On July 12, 1999, the police received a call describing an armed man, later identified as Defendant, at Denim and Diamonds, a nightclub in Memphis, Tennessee. Plain-clothes officers observed Defendant walk from the front of the club to some nearby bushes where he appeared to either retrieve or leave something. Defendant then approached a vehicle, spoke with the occupants, and directed the car to an open area of the parking lot. Defendant returned to the front of the nightclub, where he remained as several patrons left.

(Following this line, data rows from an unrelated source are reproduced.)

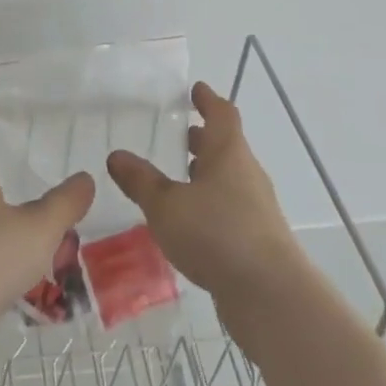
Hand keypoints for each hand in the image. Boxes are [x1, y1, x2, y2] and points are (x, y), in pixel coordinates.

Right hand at [107, 81, 303, 303]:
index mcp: (228, 152)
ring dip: (206, 174)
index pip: (221, 113)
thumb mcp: (166, 206)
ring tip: (177, 178)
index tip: (195, 90)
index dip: (208, 99)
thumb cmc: (216, 234)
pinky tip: (190, 222)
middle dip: (203, 139)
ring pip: (228, 178)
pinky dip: (210, 204)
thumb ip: (141, 181)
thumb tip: (116, 155)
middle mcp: (246, 172)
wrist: (270, 295)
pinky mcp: (257, 238)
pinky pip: (230, 208)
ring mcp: (256, 207)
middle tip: (178, 134)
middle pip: (225, 146)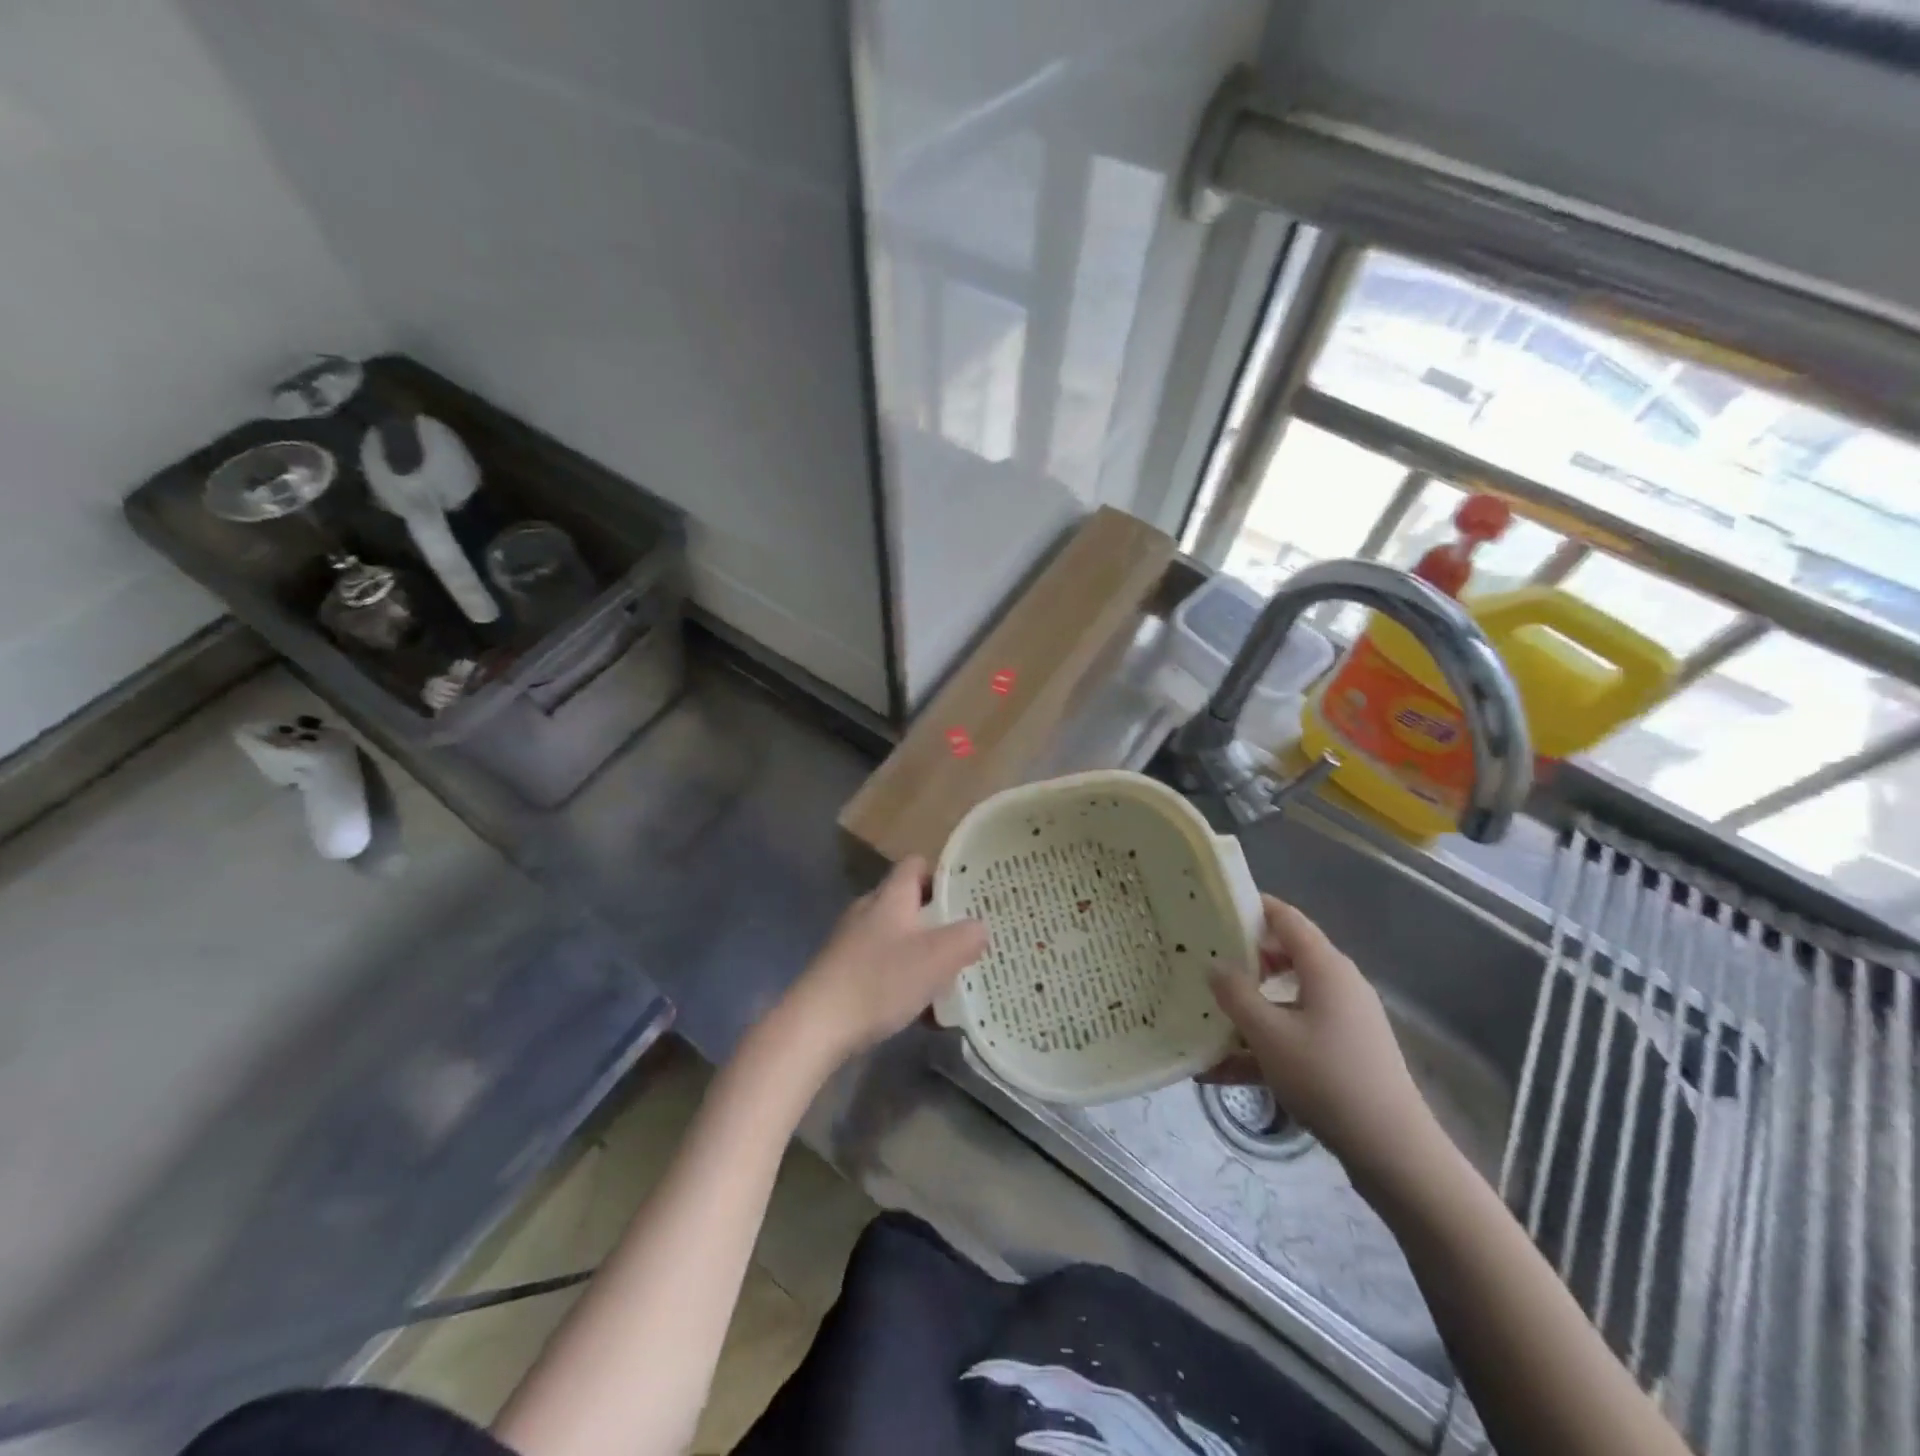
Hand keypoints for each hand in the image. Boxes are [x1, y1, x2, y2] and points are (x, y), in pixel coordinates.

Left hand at [775, 857, 986, 1070]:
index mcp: (890, 897)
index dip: (943, 874)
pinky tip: (919, 1011)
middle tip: (967, 938)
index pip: (916, 866)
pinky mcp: (842, 974)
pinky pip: (882, 968)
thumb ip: (966, 937)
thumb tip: (980, 927)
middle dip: (937, 920)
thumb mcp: (937, 958)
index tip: (969, 893)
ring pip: (897, 939)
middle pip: (907, 903)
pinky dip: (903, 981)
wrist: (816, 1025)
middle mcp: (868, 912)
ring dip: (922, 955)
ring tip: (949, 979)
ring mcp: (851, 943)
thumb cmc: (880, 981)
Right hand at [1206, 896, 1441, 1190]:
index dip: (1251, 907)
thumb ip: (1236, 994)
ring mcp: (1343, 1021)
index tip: (1213, 908)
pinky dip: (1262, 1045)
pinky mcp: (1343, 1053)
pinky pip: (1294, 1035)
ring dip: (1247, 1009)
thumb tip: (1215, 965)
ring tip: (1204, 1019)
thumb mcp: (1268, 1034)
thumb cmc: (1327, 1078)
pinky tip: (1220, 1071)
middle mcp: (1337, 985)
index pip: (1286, 918)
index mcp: (1325, 968)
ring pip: (1285, 1000)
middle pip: (1285, 956)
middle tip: (1201, 963)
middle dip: (1242, 960)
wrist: (1393, 1152)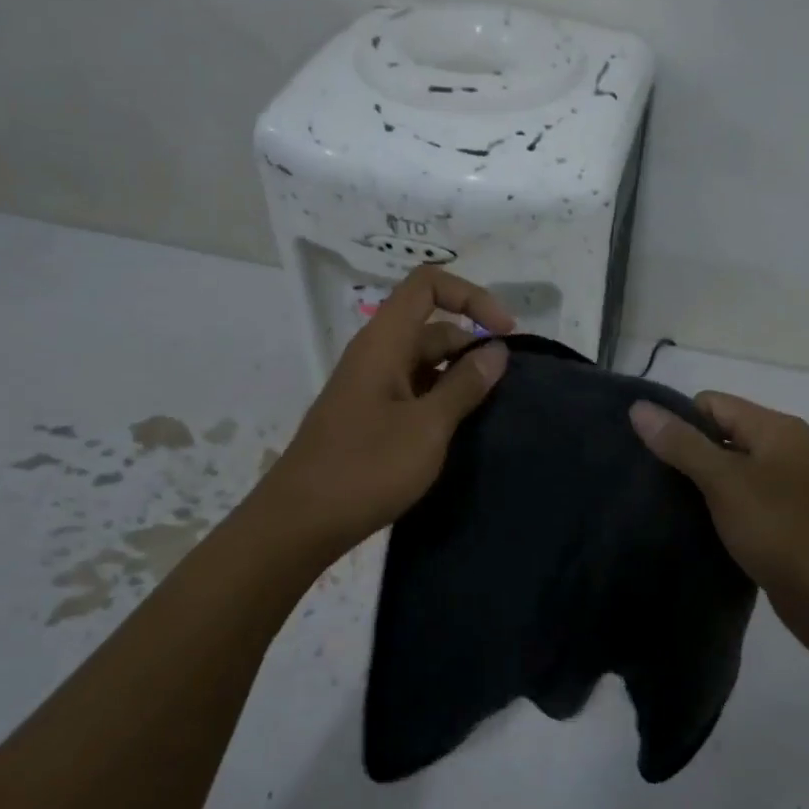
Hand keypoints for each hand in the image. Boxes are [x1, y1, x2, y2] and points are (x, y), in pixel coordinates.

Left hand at [260, 267, 512, 560]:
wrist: (300, 523)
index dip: (471, 296)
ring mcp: (370, 387)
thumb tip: (496, 350)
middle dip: (472, 344)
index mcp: (384, 342)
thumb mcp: (427, 427)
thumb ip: (465, 385)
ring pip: (424, 362)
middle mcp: (375, 355)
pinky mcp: (369, 416)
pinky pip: (413, 391)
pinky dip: (441, 399)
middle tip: (508, 384)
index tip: (505, 333)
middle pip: (432, 326)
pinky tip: (462, 429)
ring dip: (459, 376)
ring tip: (493, 408)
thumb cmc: (366, 468)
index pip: (428, 285)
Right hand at [629, 393, 808, 672]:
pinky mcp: (778, 524)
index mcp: (774, 429)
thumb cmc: (786, 533)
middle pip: (716, 436)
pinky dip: (712, 512)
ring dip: (695, 487)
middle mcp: (780, 451)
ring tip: (659, 507)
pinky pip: (735, 504)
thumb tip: (638, 407)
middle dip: (681, 455)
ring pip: (724, 473)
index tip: (646, 455)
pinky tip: (686, 529)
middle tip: (645, 483)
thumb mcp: (727, 483)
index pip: (710, 404)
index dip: (677, 422)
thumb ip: (682, 444)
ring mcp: (781, 489)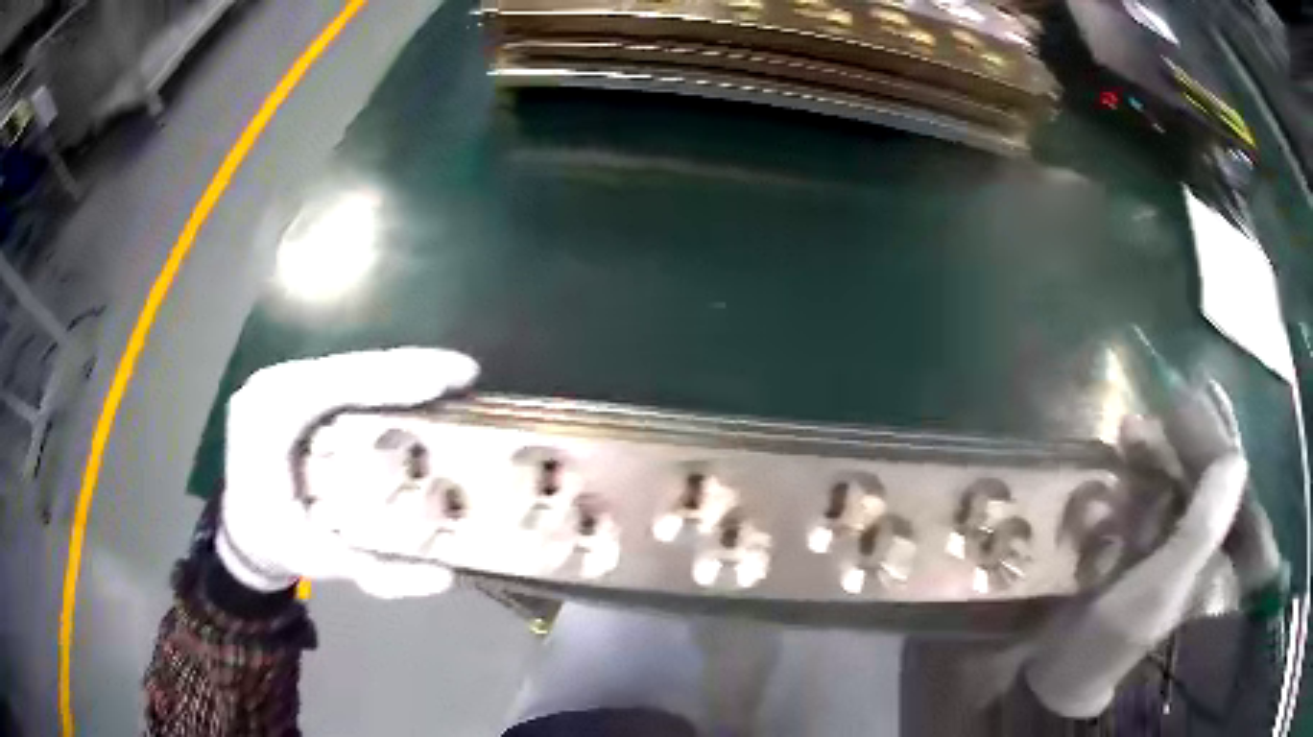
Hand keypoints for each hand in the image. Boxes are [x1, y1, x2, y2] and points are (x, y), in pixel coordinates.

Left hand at [217, 348, 479, 598]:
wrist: (243, 530)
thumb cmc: (276, 543)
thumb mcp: (320, 560)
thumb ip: (379, 572)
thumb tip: (445, 575)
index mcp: (268, 420)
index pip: (332, 386)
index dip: (391, 379)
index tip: (445, 380)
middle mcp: (271, 388)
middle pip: (345, 367)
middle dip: (406, 367)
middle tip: (462, 374)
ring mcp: (279, 382)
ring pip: (345, 367)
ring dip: (398, 371)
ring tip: (449, 379)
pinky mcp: (290, 388)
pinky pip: (341, 378)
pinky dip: (381, 381)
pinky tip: (415, 388)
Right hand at [1022, 379, 1249, 717]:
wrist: (1061, 671)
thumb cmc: (1115, 636)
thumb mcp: (1162, 584)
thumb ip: (1201, 528)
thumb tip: (1236, 458)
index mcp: (1213, 554)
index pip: (1227, 481)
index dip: (1216, 439)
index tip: (1193, 401)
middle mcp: (1197, 541)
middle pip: (1198, 475)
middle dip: (1175, 444)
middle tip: (1144, 419)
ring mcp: (1166, 543)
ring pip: (1169, 481)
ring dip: (1148, 456)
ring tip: (1123, 433)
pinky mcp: (1137, 546)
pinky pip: (1142, 498)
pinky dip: (1128, 479)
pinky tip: (1112, 469)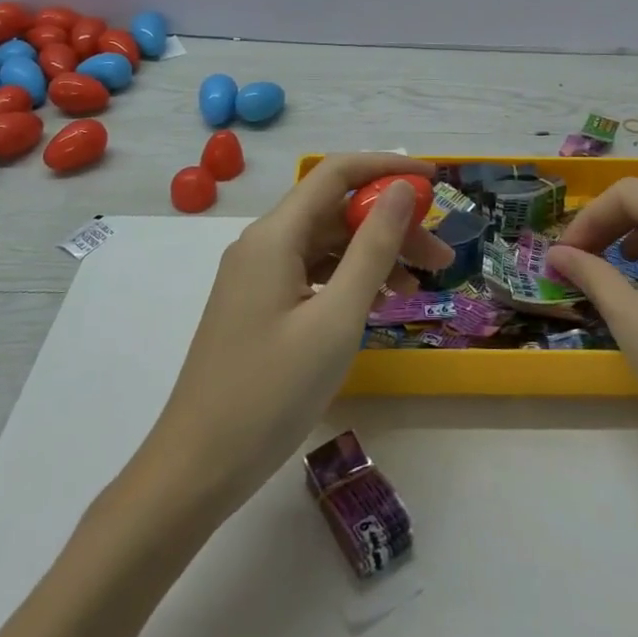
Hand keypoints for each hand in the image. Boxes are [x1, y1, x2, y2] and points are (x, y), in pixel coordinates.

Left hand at [142, 154, 453, 513]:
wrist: (196, 468)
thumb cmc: (271, 392)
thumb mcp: (336, 319)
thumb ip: (372, 248)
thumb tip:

Defendant appeared to be holding something near his waist. The police officers sensed danger and approached Defendant. They patted Defendant down and found a loaded ,9mm pistol in Defendant’s waistband. Defendant was arrested and placed into a waiting van.
The police noticed that Defendant’s head was bandaged with gauze and that blood had seeped through it. When the police asked Defendant about the injury, Defendant said that security guards inside the nightclub had mistakenly thought that he was involved in a fight and struck the back of his head. Defendant said that he tried to help his brother who was involved in the fight. According to police, Defendant also said that he was going to kill the security guards for disrespecting him. The police believed that Defendant was serious.
On December 20, 1999, Defendant was indicted on one count of being a felon-in-possession of a firearm, in violation of 18 U.S.C. § 922(g). On March 9, 2000, Defendant pleaded guilty. During the sentencing hearing, Defendant denied telling the police that he was going to retaliate against the security guards. He said that after the security guards hit him, he was taken to an ambulance in the parking lot. He also said that, while he was being bandaged, several people talked about shooting him. According to Defendant, he then retrieved the gun from the trunk of his car and returned to the front of the club to wait for his brother and nephew to leave the club. Meanwhile, the people who talked of shooting him had left. Defendant claimed that he had not been drinking or taking drugs that evening.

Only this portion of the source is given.